The Justice Department has filed an antitrust lawsuit to prevent H&R Block from acquiring the company that develops the tax software TaxAct.

The department said Monday that the proposed deal would substantially lessen competition in the growing U.S. digital do-it-yourself tax preparation software market, resulting in higher prices and reduced innovation and quality for products that are used annually by millions of American taxpayers.

The Department of Justice’s Antitrust Division filed its lawsuit in U.S. District Court in Washington, D.C., to prevent H&R Block from acquiring 2SS Holdings Inc., an entity within TA IX L.P. and the maker of TaxAct.

Between 35 and 40 million taxpayers use digital software products, either on the provider’s website or uploaded onto the taxpayers’ computers, to prepare and file their federal and state income taxes.  Currently, three companies account for 90 percent of all sales of digital do-it-yourself tax preparation products, and the acquisition would combine H&R Block and TaxAct, respectively the second- and third-largest providers of digital do-it-yourself tax preparation products, the department said.  

“The combination of H&R Block and TaxAct would likely lead to millions of American taxpayers paying higher prices for digital do-it-yourself tax preparation products,” Christine Varney, Assistant Attorney General in charge of the Department of Justice’s Antitrust Division, said in a statement.  “In addition, TaxAct has aggressively competed in the digital do-it-yourself tax preparation market with innovations such as free federal filing. If this merger is allowed to proceed, that type of innovation will be lost.”  

On Oct. 13, 2010, H&R Block agreed to purchase 2SS Holdings in a transaction valued at $287.5 million (see H&R Block to Acquire TaxAct for $287.5M).

According to the department’s complaint, H&R Block’s acquisition of 2SS Holdings would eliminate a company that has aggressively competed with H&R Block and disrupted the U.S. digital do-it-yourself tax preparation market through low pricing and product innovation. 

By ending the head-to-head competition between TaxAct and H&R Block, American taxpayers would be left with only two major digital do-it-yourself tax preparation providers. This would lead to higher prices, lower quality and reduced innovation, according to the Justice Department.

In addition, by taking control of the TaxAct business, which has been a maverick in the market, it would be easier for H&R Block to coordinate on prices, quality, and other business decisions with the other remaining industry leader, Intuit, which makes personal finance programs such as Quicken and TurboTax, the department said.

In response to the lawsuit, H&R Block said it would explore all of its legal options. "The Department of Justice today made a determination to stifle smart business growth," said H&R Block's president and CEO William C. Cobb in a statement. “We’re especially disappointed with this decision knowing that the DOJ rejected guarantees that we would not raise TaxAct's prices. Contrary to the DOJ's position, the synergies and enhanced functionalities realized from this merger would create a more competitive landscape for tax preparation. We continue to believe this merger makes sense, is pro-competitive and will greatly benefit consumers," said Cobb.
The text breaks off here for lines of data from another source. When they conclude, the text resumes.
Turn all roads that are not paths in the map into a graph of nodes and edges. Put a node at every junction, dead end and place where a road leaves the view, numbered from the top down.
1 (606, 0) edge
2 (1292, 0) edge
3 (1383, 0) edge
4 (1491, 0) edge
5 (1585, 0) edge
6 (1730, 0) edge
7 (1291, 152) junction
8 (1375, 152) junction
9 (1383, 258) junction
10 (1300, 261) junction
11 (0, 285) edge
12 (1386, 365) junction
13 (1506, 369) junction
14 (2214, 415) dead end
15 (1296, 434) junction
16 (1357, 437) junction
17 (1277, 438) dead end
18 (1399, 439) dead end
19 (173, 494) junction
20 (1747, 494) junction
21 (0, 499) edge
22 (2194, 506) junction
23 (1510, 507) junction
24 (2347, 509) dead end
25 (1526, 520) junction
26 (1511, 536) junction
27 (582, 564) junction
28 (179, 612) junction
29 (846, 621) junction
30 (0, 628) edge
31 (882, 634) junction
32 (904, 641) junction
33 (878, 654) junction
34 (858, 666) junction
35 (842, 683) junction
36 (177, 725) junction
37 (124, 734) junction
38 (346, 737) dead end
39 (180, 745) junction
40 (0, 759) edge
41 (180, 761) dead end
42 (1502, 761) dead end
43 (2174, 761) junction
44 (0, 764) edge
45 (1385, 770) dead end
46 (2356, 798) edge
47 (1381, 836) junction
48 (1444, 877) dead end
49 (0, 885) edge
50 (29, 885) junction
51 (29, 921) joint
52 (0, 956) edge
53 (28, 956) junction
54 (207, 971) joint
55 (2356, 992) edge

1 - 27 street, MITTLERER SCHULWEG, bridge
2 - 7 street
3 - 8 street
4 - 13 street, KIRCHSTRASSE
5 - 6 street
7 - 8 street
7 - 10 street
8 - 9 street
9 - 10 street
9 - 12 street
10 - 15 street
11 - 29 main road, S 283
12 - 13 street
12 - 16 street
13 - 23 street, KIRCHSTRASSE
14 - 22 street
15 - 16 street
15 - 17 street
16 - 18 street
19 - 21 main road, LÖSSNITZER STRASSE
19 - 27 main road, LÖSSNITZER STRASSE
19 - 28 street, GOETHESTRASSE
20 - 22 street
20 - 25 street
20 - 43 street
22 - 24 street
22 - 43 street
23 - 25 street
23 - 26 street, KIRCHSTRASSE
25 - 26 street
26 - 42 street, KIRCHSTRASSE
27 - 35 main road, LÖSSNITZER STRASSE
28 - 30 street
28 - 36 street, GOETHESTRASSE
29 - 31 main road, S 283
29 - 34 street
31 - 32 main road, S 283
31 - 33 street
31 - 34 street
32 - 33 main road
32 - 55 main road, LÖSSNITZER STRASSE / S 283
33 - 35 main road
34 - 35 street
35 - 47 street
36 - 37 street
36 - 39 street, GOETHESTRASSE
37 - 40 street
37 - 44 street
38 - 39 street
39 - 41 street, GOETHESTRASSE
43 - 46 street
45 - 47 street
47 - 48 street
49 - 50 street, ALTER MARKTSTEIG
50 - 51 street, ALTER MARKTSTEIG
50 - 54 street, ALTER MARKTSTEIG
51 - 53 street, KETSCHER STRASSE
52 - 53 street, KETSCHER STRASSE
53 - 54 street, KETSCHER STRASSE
The Justice Department complaint includes statements from H&R Block presentations and emails, such as one stating that a primary benefit for H&R Block in acquiring TaxAct is “elimination of competitor.”   In discussing the potential acquisition of TaxAct, one of the “strategic opportunities” of the acquisition is to “acquire TaxAct and eliminate the brand to regain control of industry pricing and further price erosion.”
The rationale for launching H&R Block’s free online product was “to match competitor offerings and stem online share loss to Intuit and TaxAct,” and “retail volume at Staples [is] at risk due to introduction of TaxAct [r]etail software on combined display.”

The department also alleges that by eliminating TaxAct, a significant, disruptive and aggressive competitor, the acquisition would likely substantially lessen competition between H&R Block and Intuit by facilitating coordination between them. H&R Block would likely degrade TaxAct’s free product and H&R Block and Intuit would increase the prices for their paid products.  An internal H&R Block email said, “The other possible strategic consideration is that Intuit and HRB together would have 84% of the digital market and we both obviously have great incentive to keep this channel profitable.”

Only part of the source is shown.